Overall, we regularly hear from customers who want to have SSL protection on their sites but find it either too difficult or to resource intensive. The end result is that many sites that should use SSL don't, sacrificing security for performance. And, for those sites that do support SSL, it is often implemented in a way that causes a significant performance penalty. Neither case is good for the web, so we wanted to see what we could do to help fix the problem.
Speeding Up SSL
CloudFlare is working on a number of initiatives to speed up SSL. First, we have a number of techniques to limit the number of connections that a browser needs to make and therefore reduce the number of session initiation handshakes that need be made. Rocket Loader, for example, combines requests for scripts, even across third party services, into a single connection under a site's own domain.
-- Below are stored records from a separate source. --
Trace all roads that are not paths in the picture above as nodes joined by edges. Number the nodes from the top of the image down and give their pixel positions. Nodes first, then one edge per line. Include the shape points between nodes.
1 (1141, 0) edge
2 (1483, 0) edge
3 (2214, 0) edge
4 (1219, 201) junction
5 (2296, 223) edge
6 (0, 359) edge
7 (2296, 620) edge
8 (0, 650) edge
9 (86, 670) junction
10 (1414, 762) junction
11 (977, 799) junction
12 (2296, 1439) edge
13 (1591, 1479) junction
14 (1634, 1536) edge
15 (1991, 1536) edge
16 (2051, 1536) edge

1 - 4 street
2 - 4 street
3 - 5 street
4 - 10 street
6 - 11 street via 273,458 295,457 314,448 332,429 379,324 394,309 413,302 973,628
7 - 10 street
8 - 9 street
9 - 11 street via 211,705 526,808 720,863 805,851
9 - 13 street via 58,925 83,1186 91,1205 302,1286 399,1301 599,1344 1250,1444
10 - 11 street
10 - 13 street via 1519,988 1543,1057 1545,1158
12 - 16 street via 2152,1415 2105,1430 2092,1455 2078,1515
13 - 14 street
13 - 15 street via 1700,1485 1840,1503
We're also rolling out support for SPDY for all SSL-enabled sites, which allows requests to be multiplexed across a single connection.
Beyond reducing the number of connections to improve SSL performance, we're working with Globalsign, our primary CA, to speed up CRL and OCSP. Today, Globalsign's CRL and OCSP requests are powered through CloudFlare's global network and response times are under 100ms. We are also planning on rolling out OCSP stapling, which allows the query for whether a certificate is invalid to be sent from the server without making an additional request to the CA's infrastructure.
CloudFlare runs all its own infrastructure, which allowed us to spec the hardware for maximum SSL performance. We worked with Intel to integrate a custom tuned version of OpenSSL which takes advantage of special instruction sets on our servers' CPUs to make encryption and decryption as fast as possible. In our tests, it is about 30% faster and uses fewer CPU resources. This allows us to choose stronger cyphers that maximize performance without suffering a performance penalty.
Expanding SSL Adoption
Equally important, we've worked to make SSL as easy as possible, regardless of the capabilities of your own infrastructure. SSL is included automatically for every paid CloudFlare plan and is provisioned automatically with a single click. We allow customers to choose Full SSL, which ensures end-to-end encryption, or Flexible SSL, which encrypts the connection from the browser to CloudFlare's network, the riskiest part of the transaction, but doesn't require you to run SSL on your origin server. This allows you to add SSL to services like Google AppEngine and Tumblr, which don't allow SSL support themselves or only include it as an expensive add on.
While CloudFlare's Pro accounts include SSL certificates issued by our own systems, with the launch of our Business and Enterprise tiers, customers can now upload their own certificates to use on our network. This allows support of extended validation (EV) certificates on our optimized infrastructure.
As new performance technologies like SPDY require SSL support, and as new threats continue to emerge online, ensuring SSL runs as fast and secure as possible becomes increasingly important. CloudFlare will continue to work to make SSL performance faster in order to fulfill our mission of building a web that is both safer and faster.